После окончания Второй мировой войны вслед за США и Великобританией резко изменило свое отношение к СССР и кубинское правительство. С антисоветскими заявлениями стали выступать видные государственные деятели Кубы. А в разгар холодной войны на Кубе по отношению к Советскому Союзу был совершен ряд провокационных актов. В январе 1947 года в одном из залов фотовыставки «Москва – столица СССР» некий Гонсалес пытался подложить бомбу, но был задержан. 21 августа 1947 года неизвестные попытались бросить бомбу в здание советской миссии на Кубе, но она разорвалась на каменной ограде миссии. 20 апреля 1948 года неизвестные лица с проезжавшей машины обстреляли здание советской миссии. 17 августа того же года во двор миссии была брошена бутылка с зажигательной смесью, вызвавшая пожар на веранде здания. Когда сотрудники миссии пытались потушить пожар, они подверглись обстрелу. Несмотря на неоднократные протесты советского дипломатического представительства, никаких мер для наказания виновных кубинскими властями не принималось.

На Кубе, как и в США, и в западноевропейских странах, началась так называемая «охота на ведьм», то есть на граждан, имевших левые взгляды.

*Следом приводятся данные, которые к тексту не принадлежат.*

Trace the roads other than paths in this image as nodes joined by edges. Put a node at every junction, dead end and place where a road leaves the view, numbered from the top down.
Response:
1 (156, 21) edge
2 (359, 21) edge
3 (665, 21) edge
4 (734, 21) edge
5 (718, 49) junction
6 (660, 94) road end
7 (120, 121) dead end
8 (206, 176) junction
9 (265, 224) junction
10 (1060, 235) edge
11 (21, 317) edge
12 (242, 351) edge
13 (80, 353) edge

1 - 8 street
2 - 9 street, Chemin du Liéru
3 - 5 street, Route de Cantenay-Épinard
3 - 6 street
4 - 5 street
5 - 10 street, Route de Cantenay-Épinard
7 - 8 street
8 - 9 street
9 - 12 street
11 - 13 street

Вот что сообщал об этом в 1945 году источник советской разведки в Москву: «<…>сек–ретная служба американского посольства на Кубе наняла к себе на службу известного кубинского криминалиста и совместно с ним составляет списки на всех членов и лиц сочувствующих братской (кубинской компартии. – М. М.). Предполагается, что такая работа проводится во всех странах Южной Америки»[50].

Возглавляемая новым президентом Кубинская революционная партия стала отступать от революционных идеалов. К парламентским и президентским выборам 1948 года в КРП произойдет раскол, и из ее рядов выйдет группа во главе с популярным в народе сенатором Эдуардо («Эдди») Чибасом, так называемые «ортодоксы». Они создадут Партию кубинского народа (ПКН), в ряды которой позже вступит и Фидель Кастро.

На первом курсе университета Кастро был избран в руководящий комитет студенческой организации факультета государственного права. В 1946 году он получил 181 голос «за» и 33 «против» на выборах в состав студенческого актива. А вскоре он стал старостой курса.

Укреплению его личного авторитета среди студентов способствовали не только врожденные качества лидера, невероятная энергичность, неподражаемое красноречие и эрудиция (книги он буквально поглощал), но и великолепные данные. Правда, некоторые высокомерные студенты называли его гуахиро – крестьянин, потому что он был выходцем из Бирана.

Фидель стал членом баскетбольной и бейсбольной команд факультета, а потом и всего университета. В бейсбольной команде Фиделя определили на ответственную позицию питчера – подающего. Питчер должен бросить мяч в сторону своего принимающего так, чтобы соперник не отбил его по пути своей битой. Вот почему эту роль отдают игроку мыслящему и нестандартному, который способен угадать, уловить действие отбивающего соперника. Идеальный игрок на этой позиции должен иметь рост больше 180 сантиметров и сильные руки. Все эти качества снискали Фиделю внимание представительниц слабого пола.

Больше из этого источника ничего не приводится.